Back to the 80's again this week for an early CCM icon, Carmen. Carmelo Domenic Licciardello , known by his stage name Carman, was an American contemporary Christian music singer, songwriter, television host, life coach, and evangelist. An Italian American, Carman was born in Trenton, New Jersey. As a child he performed in his mother's band; as a teen, he found some success performing at casinos in Atlantic City, New Jersey.
While attending an Andraé Crouch concert, he became a born again Christian, and embraced evangelical Christianity. In 1980, he made a custom album titled God's Not Finished with Me. The following year, he was invited by Bill Gaither to tour with The Bill Gaither Trio.
Carmen was an artist that you’re very familiar with or not at all. He had a fine singing voice but was far more interested in a sort of rhyming, spoken word, preach-rap that was all its own. It was hugely, deliriously popular among a certain demographic of Christianity.
After relocating to Tulsa, Oklahoma, he released a moderately successful eponymous debut album (later issued as Some-o-Dat) in 1982—which contained mostly novelty songs. Then, with the release of the album Sunday's on the Way in 1983, a string of contemporary Christian music chart successes started, beginning with the title song. As he continued his music career, he established the nonprofit organization Carman Ministries. With the 1985 release of The Champion came his first number-one song, of the same name.

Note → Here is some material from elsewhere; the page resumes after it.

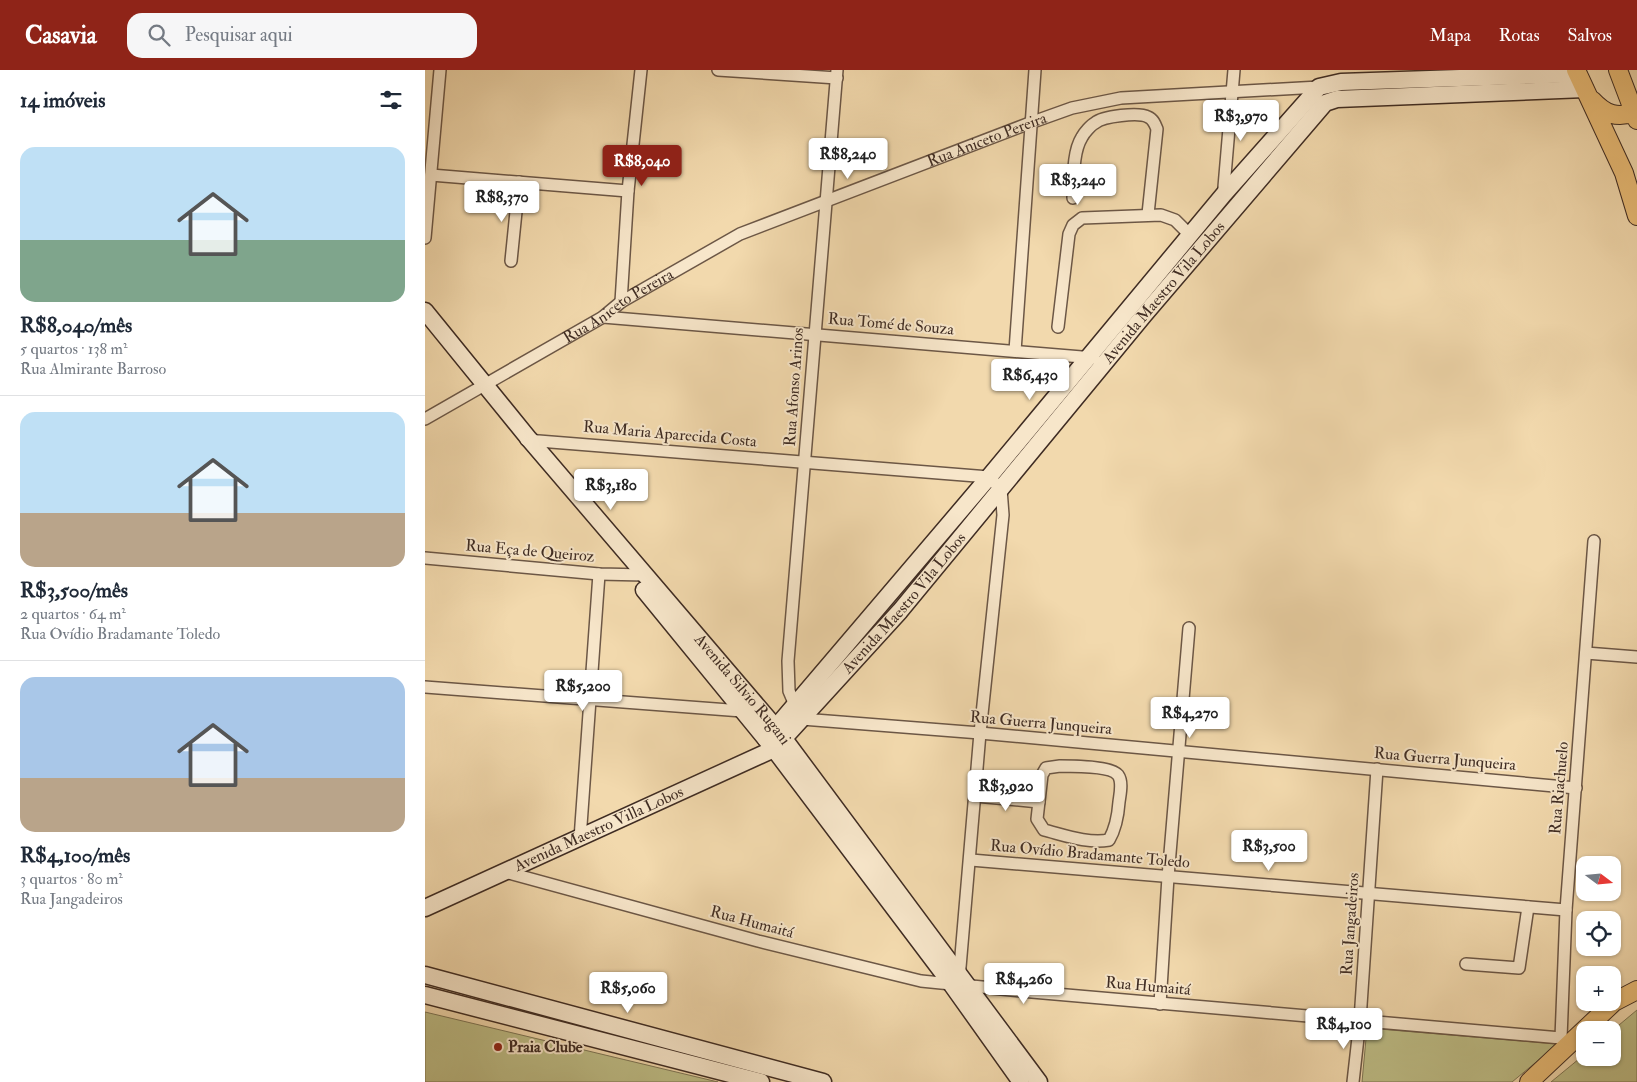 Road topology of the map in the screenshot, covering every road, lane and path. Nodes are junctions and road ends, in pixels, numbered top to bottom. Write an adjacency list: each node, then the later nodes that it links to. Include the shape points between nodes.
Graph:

Carmen will be remembered for at least one thing, it is absolutely his music videos. They are wild. Sometimes they feature Carman as a MC Hammer-type dance machine. Sometimes they feature him as a pompadoured rockabilly showman. Sometimes he was a stern-faced spokesman for the Moral Majority or a back alley tough guy or a proletariat champion. Most often, he was a stormy revolutionary bringing God’s violent judgment to a world on the fast track to hell. His first number one album on Christian charts, Revival in the Land, followed in 1989. He won a Dove award for Best Video in 1991 tor the video of the title song.
Between 1987 and 1989, he was named Charisma magazine's readers' choice for favorite male vocalist. In 1990 and 1992, Billboard named him the Contemporary Christian Artist of the Year.
In 1995 he released R.I.O.T. Righteous Invasion of the Truth. The title track won a Dove Award for Rap/Hip Hop Song of the Year. This video finds Carman and his working class comrades enslaved in some sort of smoke-making factory. Carman escapes, explodes everyone else’s shackles, and then it’s time for a class conscious dance R.I.O.T.
In 1995, he translated some of his songs into and released his first Spanish-language album, Lo Mejor. Heart of a Champion, a 30-song retrospective was released in 2000.
He was nominated for four Grammys and sold over 10 million records. It is believed he holds the world record for the largest single Christian concert in history. In the first, he was the main act in August 1993 in Johannesburg, South Africa, with more than 50,000 in attendance. The following year he performed a free concert at Texas Stadium October 22, 1994, with 71,132 attendees, and 80,000 in Chattanooga, Tennessee.
Beyond his music career, he participated in various television productions and interview duties as a host for both the Trinity Broadcasting Network in general and its flagship program Praise the Lord. In 2001, he starred in the film Carman: The Champion.
For decades, Carman’s legacy has been secondhand for a certain type of early 90s youth group culture that perfectly encapsulated a whole era of American Christianity. That era continues to shape ours today, for better or worse. Carman was drafted into the culture war like a lot of Christians of that time were, but he didn’t think of it in strictly cultural terms. To Carman, Christianity was a cosmic opera, with all Christians playing a part in an apocalyptic war between good and evil. He was hardly the only person to think this way but he found a lot of success by depicting it as literally as the budget would allow. There’s no denying the impact he left behind was singular. He didn’t even break the mold. There was no mold to break.
Carman died on February 16 of this year, 2021, after a series of complications resulting from surgery to repair a hiatal hernia, 28 days after his 65th birthday.